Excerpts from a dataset
--------------------------------

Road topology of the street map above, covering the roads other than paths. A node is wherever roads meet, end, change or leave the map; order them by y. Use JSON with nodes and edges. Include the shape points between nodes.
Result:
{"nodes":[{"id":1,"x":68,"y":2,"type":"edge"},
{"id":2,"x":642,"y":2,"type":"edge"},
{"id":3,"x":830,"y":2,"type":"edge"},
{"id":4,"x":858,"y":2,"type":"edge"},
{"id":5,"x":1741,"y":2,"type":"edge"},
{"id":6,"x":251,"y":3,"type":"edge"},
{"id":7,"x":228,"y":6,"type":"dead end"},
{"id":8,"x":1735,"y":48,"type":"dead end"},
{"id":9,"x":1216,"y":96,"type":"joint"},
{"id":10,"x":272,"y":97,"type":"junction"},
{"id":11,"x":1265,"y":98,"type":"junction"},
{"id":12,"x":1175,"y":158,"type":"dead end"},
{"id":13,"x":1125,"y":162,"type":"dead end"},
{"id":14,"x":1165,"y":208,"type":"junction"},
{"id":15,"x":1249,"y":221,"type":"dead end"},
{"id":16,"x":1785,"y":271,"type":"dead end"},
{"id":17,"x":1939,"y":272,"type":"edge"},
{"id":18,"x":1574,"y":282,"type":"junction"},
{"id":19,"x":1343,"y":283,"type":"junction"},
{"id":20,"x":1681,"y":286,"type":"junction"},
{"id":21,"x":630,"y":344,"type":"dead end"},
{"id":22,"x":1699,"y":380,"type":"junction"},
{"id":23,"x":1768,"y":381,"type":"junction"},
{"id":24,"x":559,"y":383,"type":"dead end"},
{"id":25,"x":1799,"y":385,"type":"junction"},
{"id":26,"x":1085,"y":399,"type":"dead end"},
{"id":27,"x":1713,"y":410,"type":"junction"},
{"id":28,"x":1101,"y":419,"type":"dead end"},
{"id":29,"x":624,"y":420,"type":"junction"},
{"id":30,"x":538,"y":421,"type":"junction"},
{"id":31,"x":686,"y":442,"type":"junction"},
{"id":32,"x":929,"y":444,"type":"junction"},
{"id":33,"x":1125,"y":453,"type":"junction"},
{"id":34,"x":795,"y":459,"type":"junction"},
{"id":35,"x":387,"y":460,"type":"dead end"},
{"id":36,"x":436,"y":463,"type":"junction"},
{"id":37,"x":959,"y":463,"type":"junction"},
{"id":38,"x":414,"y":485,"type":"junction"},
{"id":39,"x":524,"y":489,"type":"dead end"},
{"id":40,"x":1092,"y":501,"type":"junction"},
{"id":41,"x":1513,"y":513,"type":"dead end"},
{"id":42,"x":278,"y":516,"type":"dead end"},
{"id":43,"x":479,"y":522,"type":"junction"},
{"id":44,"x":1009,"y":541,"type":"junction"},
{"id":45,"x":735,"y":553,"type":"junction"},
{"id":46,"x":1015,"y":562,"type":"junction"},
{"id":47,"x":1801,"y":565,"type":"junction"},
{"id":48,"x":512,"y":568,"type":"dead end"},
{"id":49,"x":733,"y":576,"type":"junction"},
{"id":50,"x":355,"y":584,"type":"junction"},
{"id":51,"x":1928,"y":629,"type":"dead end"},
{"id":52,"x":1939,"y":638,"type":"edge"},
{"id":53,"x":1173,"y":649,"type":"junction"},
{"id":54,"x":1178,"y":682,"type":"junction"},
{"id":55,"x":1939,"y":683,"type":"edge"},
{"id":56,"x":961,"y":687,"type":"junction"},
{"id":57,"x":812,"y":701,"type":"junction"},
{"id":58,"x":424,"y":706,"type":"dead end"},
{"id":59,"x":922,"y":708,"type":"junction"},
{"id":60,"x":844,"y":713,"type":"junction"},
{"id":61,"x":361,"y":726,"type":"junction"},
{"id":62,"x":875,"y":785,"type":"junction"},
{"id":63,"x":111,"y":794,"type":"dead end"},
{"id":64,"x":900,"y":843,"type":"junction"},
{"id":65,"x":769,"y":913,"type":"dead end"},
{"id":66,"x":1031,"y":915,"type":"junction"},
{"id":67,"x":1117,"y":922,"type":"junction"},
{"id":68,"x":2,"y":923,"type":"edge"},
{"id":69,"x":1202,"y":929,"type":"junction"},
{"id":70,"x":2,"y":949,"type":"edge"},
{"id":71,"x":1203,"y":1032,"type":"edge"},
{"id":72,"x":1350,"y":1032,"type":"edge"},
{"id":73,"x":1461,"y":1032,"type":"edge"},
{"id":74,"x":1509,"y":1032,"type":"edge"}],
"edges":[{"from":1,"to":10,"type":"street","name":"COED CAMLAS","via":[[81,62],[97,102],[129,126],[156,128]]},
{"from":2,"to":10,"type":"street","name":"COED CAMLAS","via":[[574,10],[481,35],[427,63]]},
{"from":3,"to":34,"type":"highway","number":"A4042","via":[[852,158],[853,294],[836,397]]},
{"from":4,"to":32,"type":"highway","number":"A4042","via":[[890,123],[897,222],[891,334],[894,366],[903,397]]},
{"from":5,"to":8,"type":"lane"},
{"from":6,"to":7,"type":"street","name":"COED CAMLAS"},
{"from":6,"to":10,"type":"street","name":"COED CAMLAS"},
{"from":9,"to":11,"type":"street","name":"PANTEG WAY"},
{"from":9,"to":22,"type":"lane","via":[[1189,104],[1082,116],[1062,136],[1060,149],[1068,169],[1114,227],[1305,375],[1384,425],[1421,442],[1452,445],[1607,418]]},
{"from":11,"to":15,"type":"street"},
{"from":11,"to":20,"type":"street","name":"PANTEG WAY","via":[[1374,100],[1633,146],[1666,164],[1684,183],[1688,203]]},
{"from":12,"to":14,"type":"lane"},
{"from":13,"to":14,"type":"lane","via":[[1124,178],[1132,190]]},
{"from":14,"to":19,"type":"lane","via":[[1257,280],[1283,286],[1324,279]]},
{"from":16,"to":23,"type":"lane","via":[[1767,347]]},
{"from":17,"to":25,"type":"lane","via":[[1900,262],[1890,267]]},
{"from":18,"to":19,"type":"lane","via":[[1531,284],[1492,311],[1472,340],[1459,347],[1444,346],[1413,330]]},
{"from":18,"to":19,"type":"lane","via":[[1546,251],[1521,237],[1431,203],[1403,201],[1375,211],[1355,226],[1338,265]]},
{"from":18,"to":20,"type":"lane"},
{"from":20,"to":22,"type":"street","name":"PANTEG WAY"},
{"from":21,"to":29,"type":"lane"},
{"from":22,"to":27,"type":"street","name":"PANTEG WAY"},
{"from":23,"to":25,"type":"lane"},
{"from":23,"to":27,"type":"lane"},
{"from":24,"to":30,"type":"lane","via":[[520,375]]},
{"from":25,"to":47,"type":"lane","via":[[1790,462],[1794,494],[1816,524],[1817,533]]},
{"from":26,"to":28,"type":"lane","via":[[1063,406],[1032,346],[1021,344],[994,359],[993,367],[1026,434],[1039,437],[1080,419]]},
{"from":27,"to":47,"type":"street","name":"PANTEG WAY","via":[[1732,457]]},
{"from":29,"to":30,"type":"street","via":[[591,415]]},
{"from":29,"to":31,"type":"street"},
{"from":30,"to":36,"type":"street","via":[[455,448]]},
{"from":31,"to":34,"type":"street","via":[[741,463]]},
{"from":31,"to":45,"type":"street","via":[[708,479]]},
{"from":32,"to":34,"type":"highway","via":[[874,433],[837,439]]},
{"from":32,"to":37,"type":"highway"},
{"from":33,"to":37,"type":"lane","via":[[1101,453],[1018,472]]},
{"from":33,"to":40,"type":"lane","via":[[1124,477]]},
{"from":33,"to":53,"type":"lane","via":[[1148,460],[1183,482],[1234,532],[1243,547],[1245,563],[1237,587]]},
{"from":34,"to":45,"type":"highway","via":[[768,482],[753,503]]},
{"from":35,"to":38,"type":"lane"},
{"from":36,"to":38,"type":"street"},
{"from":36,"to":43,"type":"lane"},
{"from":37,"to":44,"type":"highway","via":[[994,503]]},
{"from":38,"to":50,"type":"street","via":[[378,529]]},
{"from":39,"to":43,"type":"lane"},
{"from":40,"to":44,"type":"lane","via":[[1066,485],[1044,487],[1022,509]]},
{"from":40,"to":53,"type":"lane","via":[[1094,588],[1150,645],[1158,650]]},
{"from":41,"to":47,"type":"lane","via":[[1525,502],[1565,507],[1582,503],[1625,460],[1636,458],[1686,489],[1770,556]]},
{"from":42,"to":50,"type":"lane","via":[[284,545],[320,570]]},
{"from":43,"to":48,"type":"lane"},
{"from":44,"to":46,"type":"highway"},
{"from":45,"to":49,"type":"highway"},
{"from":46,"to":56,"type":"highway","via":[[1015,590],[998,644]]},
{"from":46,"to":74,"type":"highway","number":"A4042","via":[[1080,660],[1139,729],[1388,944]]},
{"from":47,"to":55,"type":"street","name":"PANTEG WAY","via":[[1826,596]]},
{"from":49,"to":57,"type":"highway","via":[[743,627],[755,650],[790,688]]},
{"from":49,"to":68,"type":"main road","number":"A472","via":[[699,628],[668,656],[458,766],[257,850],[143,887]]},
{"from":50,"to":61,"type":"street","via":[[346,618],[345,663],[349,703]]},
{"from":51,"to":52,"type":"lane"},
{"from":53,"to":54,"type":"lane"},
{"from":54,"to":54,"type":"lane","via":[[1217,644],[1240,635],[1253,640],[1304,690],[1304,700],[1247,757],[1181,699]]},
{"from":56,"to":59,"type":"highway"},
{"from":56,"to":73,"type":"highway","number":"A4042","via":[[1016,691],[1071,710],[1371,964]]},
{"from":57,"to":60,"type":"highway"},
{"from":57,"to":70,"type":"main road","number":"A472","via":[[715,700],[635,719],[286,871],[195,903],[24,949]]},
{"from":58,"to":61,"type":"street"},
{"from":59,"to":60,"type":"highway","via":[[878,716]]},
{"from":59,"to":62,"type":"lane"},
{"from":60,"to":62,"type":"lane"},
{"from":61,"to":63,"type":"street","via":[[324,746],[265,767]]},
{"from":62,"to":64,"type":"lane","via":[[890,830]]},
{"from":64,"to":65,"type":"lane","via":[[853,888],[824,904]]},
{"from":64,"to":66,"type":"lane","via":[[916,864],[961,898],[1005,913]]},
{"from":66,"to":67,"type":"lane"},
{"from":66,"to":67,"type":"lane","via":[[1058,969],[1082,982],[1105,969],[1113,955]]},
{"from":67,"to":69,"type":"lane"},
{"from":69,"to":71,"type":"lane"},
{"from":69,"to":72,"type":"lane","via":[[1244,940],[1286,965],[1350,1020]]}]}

--------------------------------

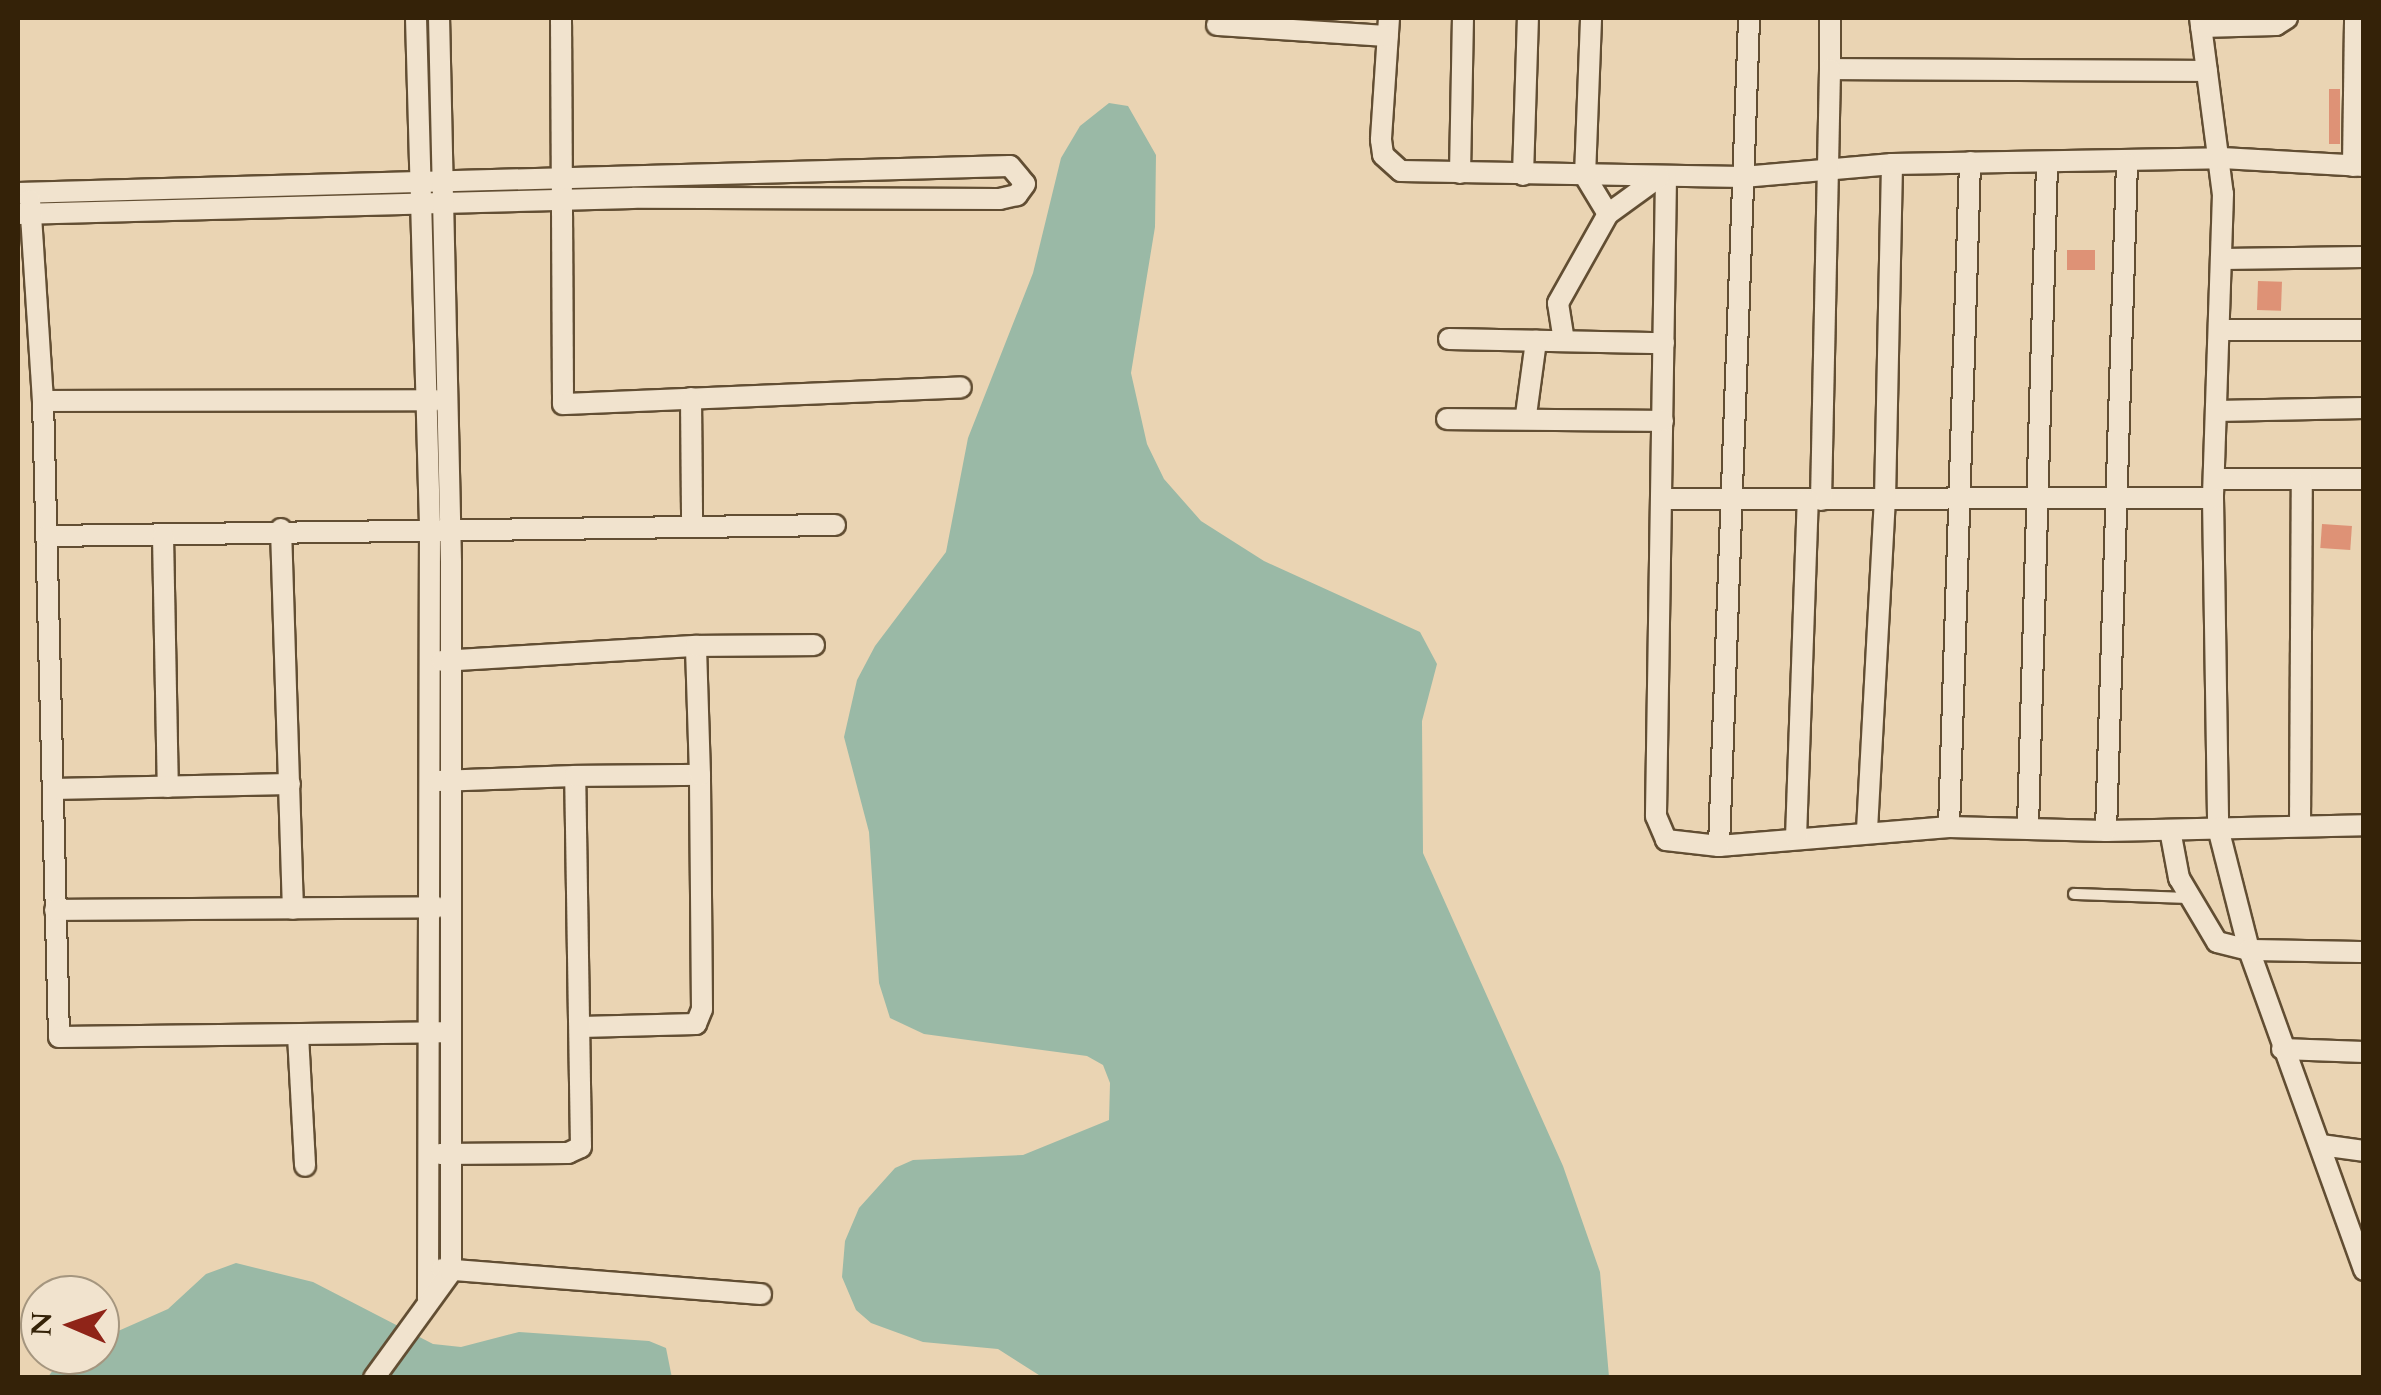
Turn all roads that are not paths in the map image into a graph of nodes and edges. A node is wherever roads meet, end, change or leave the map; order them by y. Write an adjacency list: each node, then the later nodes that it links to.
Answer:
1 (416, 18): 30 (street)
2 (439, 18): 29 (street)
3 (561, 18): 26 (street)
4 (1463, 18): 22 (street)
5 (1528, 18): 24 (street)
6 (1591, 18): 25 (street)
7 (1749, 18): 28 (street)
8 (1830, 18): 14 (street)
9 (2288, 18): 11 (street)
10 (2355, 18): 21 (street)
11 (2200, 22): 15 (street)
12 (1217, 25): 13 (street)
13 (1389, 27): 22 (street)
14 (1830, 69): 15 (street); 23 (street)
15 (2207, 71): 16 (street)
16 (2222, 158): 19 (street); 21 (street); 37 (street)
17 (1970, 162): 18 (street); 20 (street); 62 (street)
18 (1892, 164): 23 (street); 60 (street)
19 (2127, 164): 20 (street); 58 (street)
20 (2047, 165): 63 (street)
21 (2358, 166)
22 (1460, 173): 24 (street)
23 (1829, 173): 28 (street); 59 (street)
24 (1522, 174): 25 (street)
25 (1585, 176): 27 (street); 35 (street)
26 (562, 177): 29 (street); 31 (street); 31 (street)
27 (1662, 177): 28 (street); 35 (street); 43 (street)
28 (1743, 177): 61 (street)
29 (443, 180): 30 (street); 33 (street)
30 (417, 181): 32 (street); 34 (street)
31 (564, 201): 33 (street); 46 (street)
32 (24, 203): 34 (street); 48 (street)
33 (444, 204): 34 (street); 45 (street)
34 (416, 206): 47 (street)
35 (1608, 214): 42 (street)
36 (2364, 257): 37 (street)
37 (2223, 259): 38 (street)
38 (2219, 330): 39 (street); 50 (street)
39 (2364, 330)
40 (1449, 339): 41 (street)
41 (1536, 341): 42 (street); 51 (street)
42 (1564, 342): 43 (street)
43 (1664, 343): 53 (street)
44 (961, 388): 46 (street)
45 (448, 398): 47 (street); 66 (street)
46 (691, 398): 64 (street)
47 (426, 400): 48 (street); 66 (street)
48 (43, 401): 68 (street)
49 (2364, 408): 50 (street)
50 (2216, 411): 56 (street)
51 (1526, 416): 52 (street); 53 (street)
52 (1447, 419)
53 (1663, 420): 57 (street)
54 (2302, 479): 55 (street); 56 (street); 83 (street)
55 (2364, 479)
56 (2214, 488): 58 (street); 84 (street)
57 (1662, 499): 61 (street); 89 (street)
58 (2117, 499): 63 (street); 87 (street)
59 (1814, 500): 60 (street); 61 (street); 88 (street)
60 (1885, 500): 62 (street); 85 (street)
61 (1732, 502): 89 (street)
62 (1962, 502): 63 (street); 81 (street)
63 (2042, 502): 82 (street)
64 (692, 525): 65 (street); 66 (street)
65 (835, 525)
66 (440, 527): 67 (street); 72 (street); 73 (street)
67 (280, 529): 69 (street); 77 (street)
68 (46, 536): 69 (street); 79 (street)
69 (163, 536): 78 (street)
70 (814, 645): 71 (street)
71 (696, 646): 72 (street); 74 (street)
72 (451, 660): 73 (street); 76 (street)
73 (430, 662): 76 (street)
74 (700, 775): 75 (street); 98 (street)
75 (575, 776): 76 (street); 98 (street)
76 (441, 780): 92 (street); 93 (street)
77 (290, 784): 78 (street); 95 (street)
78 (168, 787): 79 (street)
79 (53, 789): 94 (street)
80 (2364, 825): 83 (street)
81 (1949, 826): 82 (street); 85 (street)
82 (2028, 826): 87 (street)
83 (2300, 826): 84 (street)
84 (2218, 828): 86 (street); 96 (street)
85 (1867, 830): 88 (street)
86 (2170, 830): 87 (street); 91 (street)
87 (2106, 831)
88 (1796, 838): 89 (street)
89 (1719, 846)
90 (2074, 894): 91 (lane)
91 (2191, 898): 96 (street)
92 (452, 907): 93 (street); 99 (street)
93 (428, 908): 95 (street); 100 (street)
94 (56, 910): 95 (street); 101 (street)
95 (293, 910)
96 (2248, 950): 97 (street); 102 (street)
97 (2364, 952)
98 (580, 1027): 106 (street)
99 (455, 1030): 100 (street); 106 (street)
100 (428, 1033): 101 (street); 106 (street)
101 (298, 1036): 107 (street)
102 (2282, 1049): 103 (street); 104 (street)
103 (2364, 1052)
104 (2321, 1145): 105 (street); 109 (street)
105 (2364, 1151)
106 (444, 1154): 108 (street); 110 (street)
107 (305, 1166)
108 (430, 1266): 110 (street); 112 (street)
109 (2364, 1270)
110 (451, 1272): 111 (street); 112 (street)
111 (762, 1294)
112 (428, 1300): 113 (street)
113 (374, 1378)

--------------------------------

**ASSIGNMENT**
The expected output is every line of the records in which the string "main" appears.

**SOLVED EXERCISE**
{"from":49,"to":68,"type":"main road","number":"A472","via":[[699,628],[668,656],[458,766],[257,850],[143,887]]},
{"from":57,"to":70,"type":"main road","number":"A472","via":[[715,700],[635,719],[286,871],[195,903],[24,949]]},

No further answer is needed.